Atrações que reconstituem a memória do período colonial

  • Igreja de São Francisco de Assis – abriga obras-primas de Aleijadinho e pinturas de Mestre Ataíde; fachada em pedra-sabão e ornamentos dourados impressionam visitantes de todo o mundo.
  • Mina da Passagem – passeio subterrâneo que desce 315 metros em bondinho centenário, revelando galerias históricas e formações rochosas que lembram a era da mineração.
  • Museu da Inconfidência – espaço que preserva a memória dos heróis nacionais e conta a história da Inconfidência Mineira e de Tiradentes, com documentos originais e objetos pessoais.
  • Casa dos Contos – antigo espaço de fundição e prisão de inconfidentes; abriga acervo numismático e mostra a história econômica do período colonial.
  • Teatro Municipal – o mais antigo do Brasil em funcionamento, inaugurado em 1770; palco de óperas, concertos e peças, com decoração original do século XVIII.
  • Igreja do Carmo – exemplo notável da arquitetura barroca e da arte sacra colonial.
  • Feira de Pedra-Sabão – tradicional espaço de artesanato mineiro, promovido pela produção local de pedra-sabão.
  • Praça Tiradentes – marco histórico da cidade, cercada por chafarizes e espaços que remetem ao período áureo da mineração.

Por que Ouro Preto é Patrimônio Mundial da UNESCO?

Ouro Preto foi reconhecida pela UNESCO em 1980 por preservar com excelência a arquitetura colonial barroca de suas ruas e casarões.

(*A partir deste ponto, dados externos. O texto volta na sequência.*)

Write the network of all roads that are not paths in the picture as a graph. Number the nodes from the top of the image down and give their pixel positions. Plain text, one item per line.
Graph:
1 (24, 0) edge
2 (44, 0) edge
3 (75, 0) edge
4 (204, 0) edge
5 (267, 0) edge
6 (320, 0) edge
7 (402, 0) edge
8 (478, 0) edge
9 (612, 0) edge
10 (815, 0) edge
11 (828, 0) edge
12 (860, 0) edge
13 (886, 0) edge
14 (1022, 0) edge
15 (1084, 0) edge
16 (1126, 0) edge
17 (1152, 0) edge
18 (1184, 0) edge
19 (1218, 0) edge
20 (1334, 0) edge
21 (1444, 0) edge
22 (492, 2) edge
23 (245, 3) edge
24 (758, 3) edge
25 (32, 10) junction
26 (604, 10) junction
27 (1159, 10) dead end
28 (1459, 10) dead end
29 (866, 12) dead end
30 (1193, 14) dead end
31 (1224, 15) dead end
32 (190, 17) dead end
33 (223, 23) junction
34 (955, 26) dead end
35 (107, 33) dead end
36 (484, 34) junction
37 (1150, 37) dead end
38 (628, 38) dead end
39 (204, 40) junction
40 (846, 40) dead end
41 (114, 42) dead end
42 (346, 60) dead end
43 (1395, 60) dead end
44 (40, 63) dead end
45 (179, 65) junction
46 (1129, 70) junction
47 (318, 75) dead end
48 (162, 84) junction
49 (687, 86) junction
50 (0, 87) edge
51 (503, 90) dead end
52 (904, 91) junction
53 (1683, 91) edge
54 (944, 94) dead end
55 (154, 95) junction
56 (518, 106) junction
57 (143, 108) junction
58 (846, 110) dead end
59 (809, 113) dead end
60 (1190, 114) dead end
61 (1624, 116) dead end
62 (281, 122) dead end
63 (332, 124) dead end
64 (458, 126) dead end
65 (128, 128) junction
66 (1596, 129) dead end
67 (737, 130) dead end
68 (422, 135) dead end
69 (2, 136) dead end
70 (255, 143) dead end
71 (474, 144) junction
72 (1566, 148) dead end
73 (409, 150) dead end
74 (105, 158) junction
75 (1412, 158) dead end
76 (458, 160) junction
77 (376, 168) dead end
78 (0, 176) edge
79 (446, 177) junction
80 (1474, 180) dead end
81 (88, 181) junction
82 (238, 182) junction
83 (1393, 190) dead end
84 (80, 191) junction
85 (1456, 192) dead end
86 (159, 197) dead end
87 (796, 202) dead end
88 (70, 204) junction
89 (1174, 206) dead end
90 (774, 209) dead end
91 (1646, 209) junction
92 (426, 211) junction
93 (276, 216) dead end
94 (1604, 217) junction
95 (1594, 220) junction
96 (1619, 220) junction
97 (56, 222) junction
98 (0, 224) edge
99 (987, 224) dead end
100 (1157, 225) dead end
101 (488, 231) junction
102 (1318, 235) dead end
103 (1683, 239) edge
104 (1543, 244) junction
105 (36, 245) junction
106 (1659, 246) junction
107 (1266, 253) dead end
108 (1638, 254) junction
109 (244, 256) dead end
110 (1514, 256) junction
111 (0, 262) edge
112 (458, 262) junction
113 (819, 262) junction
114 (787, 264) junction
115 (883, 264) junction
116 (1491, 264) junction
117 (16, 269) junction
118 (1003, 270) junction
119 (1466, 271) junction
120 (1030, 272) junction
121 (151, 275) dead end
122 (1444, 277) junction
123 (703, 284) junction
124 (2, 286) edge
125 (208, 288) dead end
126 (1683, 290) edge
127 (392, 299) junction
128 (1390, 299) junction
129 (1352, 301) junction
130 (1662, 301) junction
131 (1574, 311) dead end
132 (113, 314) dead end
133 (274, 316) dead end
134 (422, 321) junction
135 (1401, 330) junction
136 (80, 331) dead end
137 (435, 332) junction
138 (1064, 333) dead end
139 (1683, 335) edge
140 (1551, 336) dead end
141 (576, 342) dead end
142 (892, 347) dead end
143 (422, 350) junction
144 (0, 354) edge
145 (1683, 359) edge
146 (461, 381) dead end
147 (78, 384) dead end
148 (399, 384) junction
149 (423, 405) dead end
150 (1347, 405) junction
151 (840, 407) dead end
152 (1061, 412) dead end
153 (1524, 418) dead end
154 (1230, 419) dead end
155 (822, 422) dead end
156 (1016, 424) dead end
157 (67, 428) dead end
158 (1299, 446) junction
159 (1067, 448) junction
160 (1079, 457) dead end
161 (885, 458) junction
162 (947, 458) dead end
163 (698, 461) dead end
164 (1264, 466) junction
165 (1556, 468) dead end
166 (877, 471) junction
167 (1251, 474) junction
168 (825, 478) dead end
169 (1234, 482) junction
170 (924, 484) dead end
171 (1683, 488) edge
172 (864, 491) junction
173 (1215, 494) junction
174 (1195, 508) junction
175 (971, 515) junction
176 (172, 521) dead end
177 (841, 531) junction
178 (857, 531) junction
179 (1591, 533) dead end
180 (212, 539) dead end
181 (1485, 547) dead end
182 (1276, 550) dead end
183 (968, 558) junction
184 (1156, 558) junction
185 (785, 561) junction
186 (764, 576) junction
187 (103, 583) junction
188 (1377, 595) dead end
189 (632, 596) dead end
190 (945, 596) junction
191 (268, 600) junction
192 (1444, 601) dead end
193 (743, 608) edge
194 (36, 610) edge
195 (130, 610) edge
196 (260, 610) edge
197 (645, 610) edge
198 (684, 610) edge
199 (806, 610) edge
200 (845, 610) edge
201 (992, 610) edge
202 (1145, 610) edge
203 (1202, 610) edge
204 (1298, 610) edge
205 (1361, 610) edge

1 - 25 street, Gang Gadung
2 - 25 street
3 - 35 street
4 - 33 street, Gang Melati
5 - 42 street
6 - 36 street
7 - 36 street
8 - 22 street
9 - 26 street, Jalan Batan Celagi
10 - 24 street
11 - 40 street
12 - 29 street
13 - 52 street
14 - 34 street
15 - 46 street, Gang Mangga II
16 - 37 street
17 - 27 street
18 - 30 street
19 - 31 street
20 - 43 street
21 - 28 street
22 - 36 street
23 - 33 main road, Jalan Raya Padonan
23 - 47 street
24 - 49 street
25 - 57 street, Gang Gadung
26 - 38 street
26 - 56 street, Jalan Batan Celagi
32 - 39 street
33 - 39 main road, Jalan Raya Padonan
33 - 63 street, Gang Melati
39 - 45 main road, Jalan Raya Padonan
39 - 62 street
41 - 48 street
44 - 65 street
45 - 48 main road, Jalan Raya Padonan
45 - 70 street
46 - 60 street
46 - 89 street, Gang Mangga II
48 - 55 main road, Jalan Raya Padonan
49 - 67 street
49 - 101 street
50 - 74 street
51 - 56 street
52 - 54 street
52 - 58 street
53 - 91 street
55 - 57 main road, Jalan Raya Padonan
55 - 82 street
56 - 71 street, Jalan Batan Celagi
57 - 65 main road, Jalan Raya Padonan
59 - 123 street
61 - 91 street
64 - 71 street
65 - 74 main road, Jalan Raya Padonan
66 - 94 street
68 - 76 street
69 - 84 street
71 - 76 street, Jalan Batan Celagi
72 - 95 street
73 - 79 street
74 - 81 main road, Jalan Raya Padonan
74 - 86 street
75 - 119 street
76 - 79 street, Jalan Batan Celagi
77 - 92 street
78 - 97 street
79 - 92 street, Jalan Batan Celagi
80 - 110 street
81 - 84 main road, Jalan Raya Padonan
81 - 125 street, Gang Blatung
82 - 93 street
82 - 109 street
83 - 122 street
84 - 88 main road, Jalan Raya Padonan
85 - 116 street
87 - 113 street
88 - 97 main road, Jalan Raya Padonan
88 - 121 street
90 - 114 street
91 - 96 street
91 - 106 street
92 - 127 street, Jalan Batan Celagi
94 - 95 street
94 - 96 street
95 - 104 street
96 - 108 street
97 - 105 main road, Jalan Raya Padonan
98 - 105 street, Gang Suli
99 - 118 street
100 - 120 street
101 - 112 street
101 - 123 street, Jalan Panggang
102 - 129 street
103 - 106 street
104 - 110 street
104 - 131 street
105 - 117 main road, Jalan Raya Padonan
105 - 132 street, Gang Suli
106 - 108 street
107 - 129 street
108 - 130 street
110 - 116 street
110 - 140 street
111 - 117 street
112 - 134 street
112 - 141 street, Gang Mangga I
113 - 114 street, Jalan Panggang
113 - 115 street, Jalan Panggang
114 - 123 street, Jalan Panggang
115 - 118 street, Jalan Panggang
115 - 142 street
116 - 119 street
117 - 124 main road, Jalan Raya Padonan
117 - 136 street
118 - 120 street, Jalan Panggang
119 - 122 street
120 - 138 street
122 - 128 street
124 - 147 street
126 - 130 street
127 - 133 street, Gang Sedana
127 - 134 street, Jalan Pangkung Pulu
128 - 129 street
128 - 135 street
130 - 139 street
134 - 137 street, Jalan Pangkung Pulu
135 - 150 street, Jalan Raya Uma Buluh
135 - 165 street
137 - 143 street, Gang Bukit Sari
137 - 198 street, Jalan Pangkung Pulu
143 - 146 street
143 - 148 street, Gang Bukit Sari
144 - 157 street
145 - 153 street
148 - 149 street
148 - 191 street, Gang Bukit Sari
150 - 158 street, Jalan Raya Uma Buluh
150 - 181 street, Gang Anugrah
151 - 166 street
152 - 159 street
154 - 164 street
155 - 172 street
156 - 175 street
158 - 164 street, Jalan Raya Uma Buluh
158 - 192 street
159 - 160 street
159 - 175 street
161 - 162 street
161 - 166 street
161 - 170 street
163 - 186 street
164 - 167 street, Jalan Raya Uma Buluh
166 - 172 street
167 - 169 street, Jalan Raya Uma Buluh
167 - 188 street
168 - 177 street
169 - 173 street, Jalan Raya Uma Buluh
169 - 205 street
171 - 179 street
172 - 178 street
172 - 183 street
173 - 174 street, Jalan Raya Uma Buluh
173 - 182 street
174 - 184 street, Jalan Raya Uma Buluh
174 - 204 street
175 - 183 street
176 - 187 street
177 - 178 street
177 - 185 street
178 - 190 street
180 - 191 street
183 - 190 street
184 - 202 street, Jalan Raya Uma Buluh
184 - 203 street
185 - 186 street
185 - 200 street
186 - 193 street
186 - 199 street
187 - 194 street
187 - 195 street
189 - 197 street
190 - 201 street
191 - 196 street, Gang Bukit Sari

Desde então, mais de 300 edificações históricas compõem o conjunto urbano, mantendo vivo o traçado original do século XVIII. Obras de grandes nomes como Antônio Francisco Lisboa (Aleijadinho) e Manuel da Costa Ataíde representam o auge da arte sacra brasileira, com esculturas e pinturas de alcance internacional.

A origem do nome e a riqueza que moldou a cidade

A expressão Ouro Preto remete à tonalidade escura do ouro encontrado na região, coberto por paládio. No século XVIII, a Vila Rica concentrou a maior produção aurífera das Américas, fomentando a construção de igrejas monumentais, casarões senhoriais e uma infraestrutura urbana que resistiu ao tempo, transformando Ouro Preto em museu a céu aberto.

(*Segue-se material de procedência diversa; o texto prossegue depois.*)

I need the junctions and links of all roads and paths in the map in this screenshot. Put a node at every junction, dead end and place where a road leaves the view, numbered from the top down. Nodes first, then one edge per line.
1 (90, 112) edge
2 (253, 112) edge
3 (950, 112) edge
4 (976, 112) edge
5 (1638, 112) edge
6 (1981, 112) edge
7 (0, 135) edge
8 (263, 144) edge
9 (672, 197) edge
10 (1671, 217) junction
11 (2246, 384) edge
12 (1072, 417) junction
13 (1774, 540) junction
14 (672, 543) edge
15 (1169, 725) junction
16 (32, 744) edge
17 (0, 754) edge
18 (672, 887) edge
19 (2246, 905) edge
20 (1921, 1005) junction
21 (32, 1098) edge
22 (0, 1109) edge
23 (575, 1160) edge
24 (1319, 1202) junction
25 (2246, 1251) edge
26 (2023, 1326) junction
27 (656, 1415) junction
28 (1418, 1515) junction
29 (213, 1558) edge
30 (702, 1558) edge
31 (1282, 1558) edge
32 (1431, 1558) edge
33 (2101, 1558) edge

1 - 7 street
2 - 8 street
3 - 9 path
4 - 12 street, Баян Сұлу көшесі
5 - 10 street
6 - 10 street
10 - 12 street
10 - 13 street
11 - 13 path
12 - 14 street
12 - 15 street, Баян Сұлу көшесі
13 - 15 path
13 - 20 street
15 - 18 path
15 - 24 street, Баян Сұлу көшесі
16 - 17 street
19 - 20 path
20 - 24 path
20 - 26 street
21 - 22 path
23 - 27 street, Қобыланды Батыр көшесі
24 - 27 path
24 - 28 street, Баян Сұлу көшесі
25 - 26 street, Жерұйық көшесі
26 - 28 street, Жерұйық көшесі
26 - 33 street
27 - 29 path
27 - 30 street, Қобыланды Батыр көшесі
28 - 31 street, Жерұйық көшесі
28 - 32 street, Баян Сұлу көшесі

Vida cultural e momentos marcantes

A cultura local se expressa em festivais, serestas, saraus e eventos universitários promovidos pela UFOP. O Festival de Inverno, realizado em julho, reúne música erudita, popular e folclórica; feiras na Praça Tiradentes destacam artesanato em pedra-sabão e quitandas mineiras. A gastronomia preserva receitas coloniais, com pratos como feijão tropeiro, leitão pururuca e doces tradicionais como quindim e cocada. O Carnaval universitário atrai milhares de foliões, com blocos que desfilam pelas ladeiras históricas, fortalecendo a ligação da cidade com as tradições mineiras.

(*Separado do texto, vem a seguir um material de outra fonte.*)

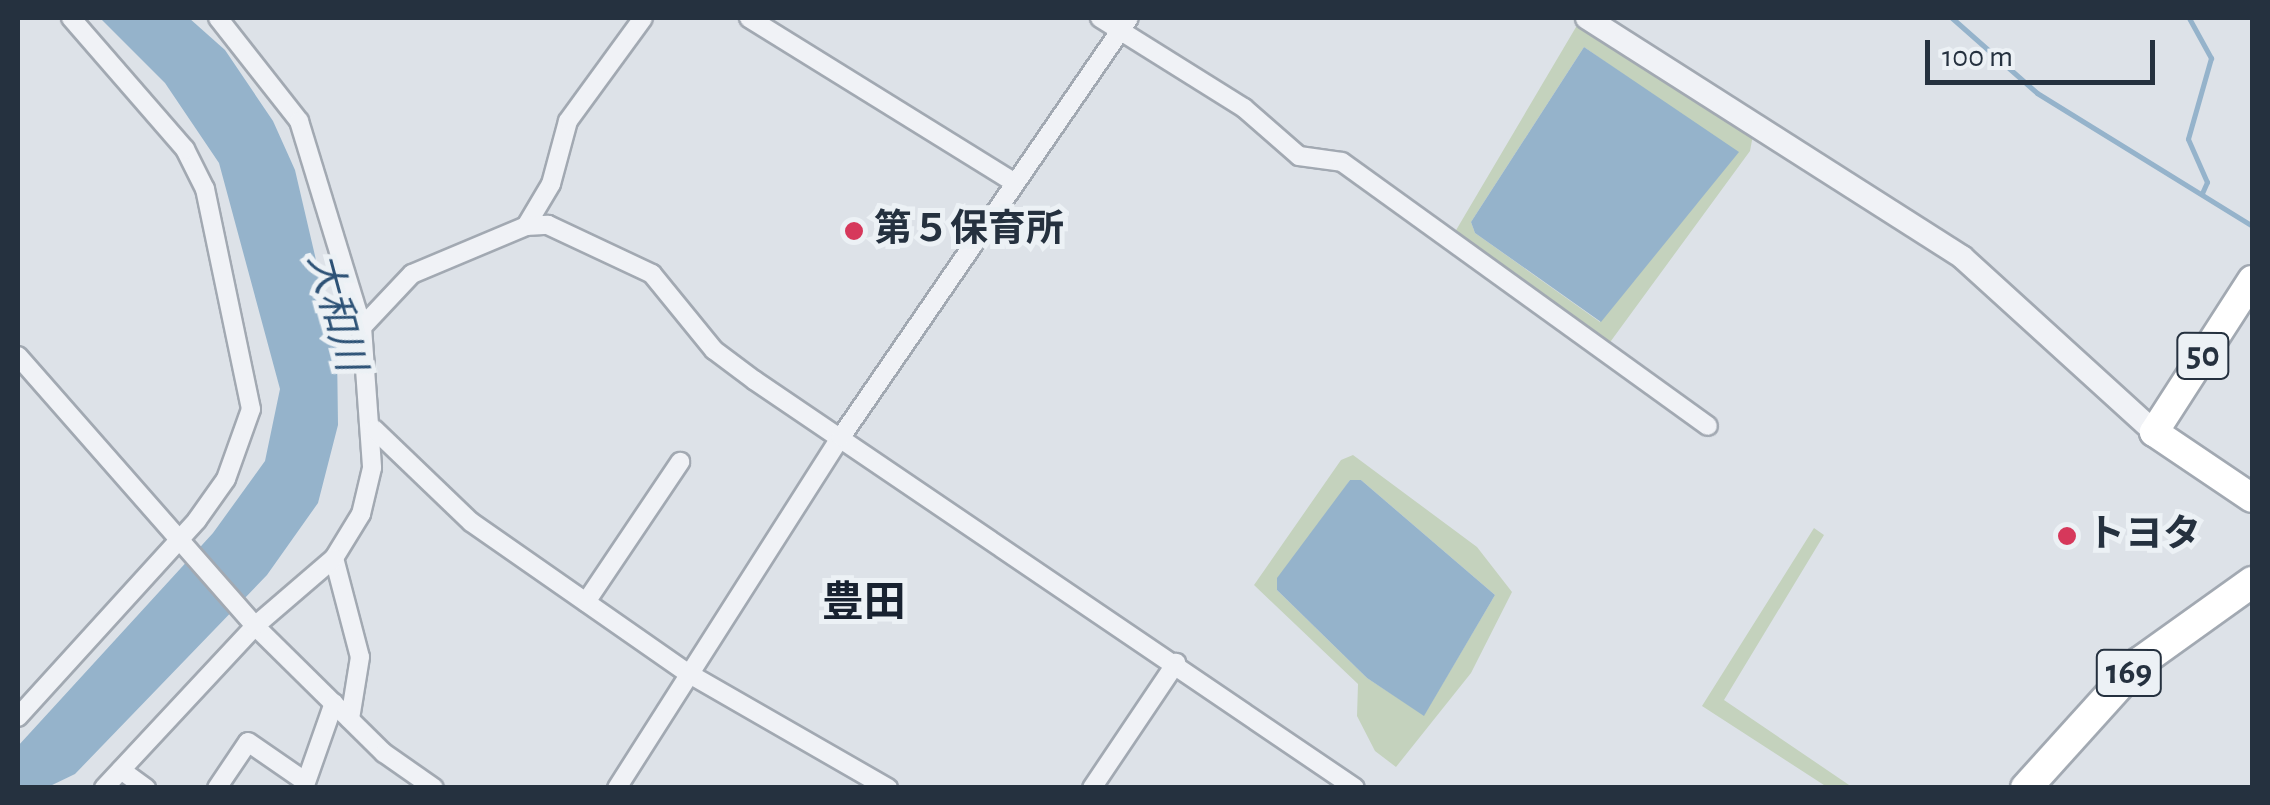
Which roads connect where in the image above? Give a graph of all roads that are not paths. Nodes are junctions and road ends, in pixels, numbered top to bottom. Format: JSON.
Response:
{"nodes":[{"id":1,"x":71,"y":18,"type":"edge"},
{"id":2,"x":218,"y":18,"type":"edge"},
{"id":3,"x":643,"y":18,"type":"edge"},
{"id":4,"x":749,"y":18,"type":"edge"},
{"id":5,"x":1100,"y":18,"type":"edge"},
{"id":6,"x":1587,"y":18,"type":"edge"},
{"id":7,"x":1124,"y":24,"type":"edge"},
{"id":8,"x":1014,"y":182,"type":"junction"},
{"id":9,"x":526,"y":226,"type":"junction"},
{"id":10,"x":2252,"y":280,"type":"edge"},
{"id":11,"x":362,"y":327,"type":"junction"},
{"id":12,"x":18,"y":356,"type":"edge"},
{"id":13,"x":1708,"y":426,"type":"dead end"},
{"id":14,"x":374,"y":429,"type":"junction"},
{"id":15,"x":2154,"y":432,"type":"junction"},
{"id":16,"x":841,"y":437,"type":"junction"},
{"id":17,"x":680,"y":462,"type":"dead end"},
{"id":18,"x":2252,"y":498,"type":"edge"},
{"id":19,"x":179,"y":544,"type":"junction"},
{"id":20,"x":334,"y":558,"type":"junction"},
{"id":21,"x":2252,"y":582,"type":"edge"},
{"id":22,"x":586,"y":602,"type":"junction"},
{"id":23,"x":252,"y":622,"type":"junction"},
{"id":24,"x":1176,"y":664,"type":"junction"},
{"id":25,"x":686,"y":672,"type":"junction"},
{"id":26,"x":334,"y":703,"type":"junction"},
{"id":27,"x":18,"y":717,"type":"edge"},
{"id":28,"x":350,"y":718,"type":"junction"},
{"id":29,"x":121,"y":770,"type":"junction"},
{"id":30,"x":305,"y":785,"type":"edge"},
{"id":31,"x":104,"y":788,"type":"edge"},
{"id":32,"x":146,"y":788,"type":"edge"},
{"id":33,"x":217,"y":788,"type":"edge"},
{"id":34,"x":434,"y":788,"type":"edge"},
{"id":35,"x":617,"y":788,"type":"edge"},
{"id":36,"x":888,"y":788,"type":"edge"},
{"id":37,"x":1092,"y":788,"type":"edge"},
{"id":38,"x":1356,"y":788,"type":"edge"},
{"id":39,"x":2026,"y":788,"type":"edge"}],
"edges":[{"from":1,"to":19,"type":"street"},
{"from":2,"to":11,"type":"street"},
{"from":3,"to":9,"type":"street"},
{"from":4,"to":8,"type":"street"},
{"from":5,"to":7,"type":"street"},
{"from":6,"to":15,"type":"street"},
{"from":7,"to":8,"type":"street"},
{"from":7,"to":13,"type":"street"},
{"from":8,"to":16,"type":"street"},
{"from":9,"to":11,"type":"street"},
{"from":9,"to":16,"type":"street"},
{"from":10,"to":15,"type":"main road","number":"50"},
{"from":11,"to":14,"type":"street"},
{"from":12,"to":19,"type":"street"},
{"from":14,"to":20,"type":"street"},
{"from":14,"to":22,"type":"street"},
{"from":15,"to":18,"type":"main road","number":"50"},
{"from":16,"to":24,"type":"street"},
{"from":16,"to":25,"type":"street"},
{"from":17,"to":22,"type":"street"},
{"from":19,"to":23,"type":"street"},
{"from":19,"to":27,"type":"street"},
{"from":20,"to":23,"type":"street"},
{"from":20,"to":28,"type":"street"},
{"from":21,"to":39,"type":"highway","number":"169"},
{"from":22,"to":25,"type":"street"},
{"from":23,"to":26,"type":"street"},
{"from":23,"to":29,"type":"street"},
{"from":24,"to":37,"type":"street"},
{"from":24,"to":38,"type":"street"},
{"from":25,"to":35,"type":"street"},
{"from":25,"to":36,"type":"street"},
{"from":26,"to":28,"type":"street"},
{"from":26,"to":30,"type":"street"},
{"from":28,"to":34,"type":"street"},
{"from":29,"to":31,"type":"street"},
{"from":29,"to":32,"type":"street"},
{"from":30,"to":33,"type":"street"}]}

Mais sobre a visita: época ideal e infraestrutura

A melhor época para conhecer Ouro Preto costuma ser de abril a setembro, quando as temperaturas ficam entre 12 °C e 24 °C, favorecendo caminhadas históricas. Em julho, o Festival de Inverno oferece uma programação diversificada; a Semana Santa costuma atrair peregrinos para procissões solenes pelas ruas coloniais. Quanto à infraestrutura, a cidade oferece opções de hospedagem em casarões históricos, restaurantes que valorizam a culinária mineira e guias credenciados; a UFOP impulsiona a economia local por meio de pesquisa e ensino, reforçando a relevância da cidade como polo cultural e acadêmico.

Vivencie Ouro Preto: três séculos de história em uma cidade-museu

Ouro Preto une patrimônio mundial, arte barroca e tradições mineiras em um só destino. Entre a Igreja de São Francisco, a Mina da Passagem, o Museu da Inconfidência e o Teatro Municipal, a cidade oferece uma imersão completa na história brasileira. Planeje sua viagem para conhecer três séculos de memória e valor histórico na “Cidade Museu”.